Don't get me wrong, back in the day I was all over jumpering the self-test connector, but not since code readers became common and affordable to the public. I created this image back in 1982, which, funny enough, is still being circulated on the 'net today:
1263d1209859818-how-read-check-engine-code-1995-without-obd2-self-test.jpg


Are you sure you're using the VIP Self-Test connector and not the ARC test connector?

Thank you so much for this info. My 1990 SC was flashing 67,67, 11111 (I did it 3 times and it was consistent each time).
67 can mean Clutch Switch Circuit Failed (SC only). Its a 5-speed, so this is possible.
67 can ALSO mean Neutral Drive Switch Circuit Open. Im assuming that because my car flashes it twice, I could have both of these issues.

I’m guessing 11111 is a combo of 11 and 111. Both 11 and 111 mean System Pass according to the sheet you provided.

I guess its good Im learning this stuff because it helps me with both cars.

The first link you sent me for the SCCOA thread isn’t working, could you send it again?

I don’t know for sure if I used the VIP Self-Test connector or the ARC test connector. I just used the two plugs that were included in the EEC TEST cover.

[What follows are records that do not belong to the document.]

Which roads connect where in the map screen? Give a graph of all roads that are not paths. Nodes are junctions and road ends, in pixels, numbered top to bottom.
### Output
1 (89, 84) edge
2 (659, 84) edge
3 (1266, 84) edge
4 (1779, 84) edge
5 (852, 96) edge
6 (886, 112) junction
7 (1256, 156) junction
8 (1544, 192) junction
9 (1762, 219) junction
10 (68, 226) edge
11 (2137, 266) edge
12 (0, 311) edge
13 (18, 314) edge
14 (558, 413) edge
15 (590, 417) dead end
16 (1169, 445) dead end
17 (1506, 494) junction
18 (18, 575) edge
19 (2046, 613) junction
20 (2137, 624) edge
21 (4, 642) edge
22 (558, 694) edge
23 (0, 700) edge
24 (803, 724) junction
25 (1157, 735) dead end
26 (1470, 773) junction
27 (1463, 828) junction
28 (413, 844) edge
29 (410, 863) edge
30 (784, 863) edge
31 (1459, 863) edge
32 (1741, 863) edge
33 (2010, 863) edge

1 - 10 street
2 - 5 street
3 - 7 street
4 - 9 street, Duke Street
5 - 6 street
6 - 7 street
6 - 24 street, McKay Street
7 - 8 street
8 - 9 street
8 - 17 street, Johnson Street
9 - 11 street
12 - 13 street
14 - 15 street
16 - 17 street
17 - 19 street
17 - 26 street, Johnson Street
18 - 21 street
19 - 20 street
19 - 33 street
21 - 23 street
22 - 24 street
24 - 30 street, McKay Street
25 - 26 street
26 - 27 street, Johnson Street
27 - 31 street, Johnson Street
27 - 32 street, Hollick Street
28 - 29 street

I really believe that the Check Engine light does not work in the 1991. In fact, other lights might not be working based on the photo I took in the 1990 today. (Im using iPhone right now, so hopefully it comes out right). Either way, I’m definately using something other than a paperclip going forward.

Thanks again for your help. This OBD-1 stuff is all new to me (even though Ive owned my 1991 SC for over 6 years).